Take the bill that's making its way through congress.
Unlike Brad Lindsey, I am very worried about the idea that climate change could be an "apocalyptic problem", so the failure to deal with it is even more troubling to me, particularly the utter servitude of congress to agri-business, going so far as to muzzle the EPA on the matter of biofuels.
Yet worse is the failure of developed and undeveloped countries to reach an agreement on climate change at the G-8. Critics, such as the blogger I linked to, suggest that it's the patchy commitment of the United States to reducing greenhouse gasses that led China and India to reject the deal. My own opinion is that neither country is any more interested in reducing greenhouse gasses than the Bush administration was, and further, both nations feel it only just that they produce greenhouse gasses at the same rate western societies did when they industrialized. This is unfortunate, if, as seems likely, both nations pump out as much fossil fuel as they like as the become more developed, then there's no way of advert a possibly catastrophic change in the climate.

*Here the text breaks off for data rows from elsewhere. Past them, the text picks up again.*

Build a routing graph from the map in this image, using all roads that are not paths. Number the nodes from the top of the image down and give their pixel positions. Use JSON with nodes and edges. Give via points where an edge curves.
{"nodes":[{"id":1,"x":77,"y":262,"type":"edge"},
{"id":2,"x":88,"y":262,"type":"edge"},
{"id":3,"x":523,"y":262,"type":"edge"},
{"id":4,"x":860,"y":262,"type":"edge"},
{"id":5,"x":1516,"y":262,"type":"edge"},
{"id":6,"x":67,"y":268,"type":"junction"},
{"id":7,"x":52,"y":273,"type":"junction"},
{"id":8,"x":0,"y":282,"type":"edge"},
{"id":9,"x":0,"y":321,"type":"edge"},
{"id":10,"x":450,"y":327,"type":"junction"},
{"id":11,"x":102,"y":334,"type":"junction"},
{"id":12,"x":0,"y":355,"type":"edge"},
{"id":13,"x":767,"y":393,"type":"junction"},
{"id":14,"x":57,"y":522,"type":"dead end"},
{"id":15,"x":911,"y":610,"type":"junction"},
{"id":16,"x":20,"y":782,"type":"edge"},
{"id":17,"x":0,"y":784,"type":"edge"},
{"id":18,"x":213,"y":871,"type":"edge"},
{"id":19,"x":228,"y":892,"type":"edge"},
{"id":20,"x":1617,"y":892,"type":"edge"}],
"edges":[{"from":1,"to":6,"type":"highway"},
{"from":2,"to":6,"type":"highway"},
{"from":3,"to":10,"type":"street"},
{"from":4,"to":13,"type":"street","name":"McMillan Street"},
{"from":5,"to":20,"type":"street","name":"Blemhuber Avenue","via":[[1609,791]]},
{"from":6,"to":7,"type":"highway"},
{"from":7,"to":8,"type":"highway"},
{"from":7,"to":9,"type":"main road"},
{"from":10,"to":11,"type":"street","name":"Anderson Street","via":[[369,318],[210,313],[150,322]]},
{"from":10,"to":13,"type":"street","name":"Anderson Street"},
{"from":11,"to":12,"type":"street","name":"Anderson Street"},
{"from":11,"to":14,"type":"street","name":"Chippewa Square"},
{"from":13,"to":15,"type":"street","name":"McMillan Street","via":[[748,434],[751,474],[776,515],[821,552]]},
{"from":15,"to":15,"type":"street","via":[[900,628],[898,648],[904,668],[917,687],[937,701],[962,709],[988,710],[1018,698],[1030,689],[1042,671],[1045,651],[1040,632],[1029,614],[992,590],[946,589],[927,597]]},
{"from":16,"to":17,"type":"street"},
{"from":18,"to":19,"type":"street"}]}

China and India have a point, most of the greenhouse gasses that exist were produced by the United States, and the "global north" nations never had to worry about cutting there emissions when they made the leap to prosperity. They are also foolish though. If climate changes drastically, it will be nations like China and India, much more than the United States and Europe, that will pay the price. There strategy should be one of clean development rather than refusing any climate agreement by (rightly) observing that the west lacks any moral high-ground on this issue.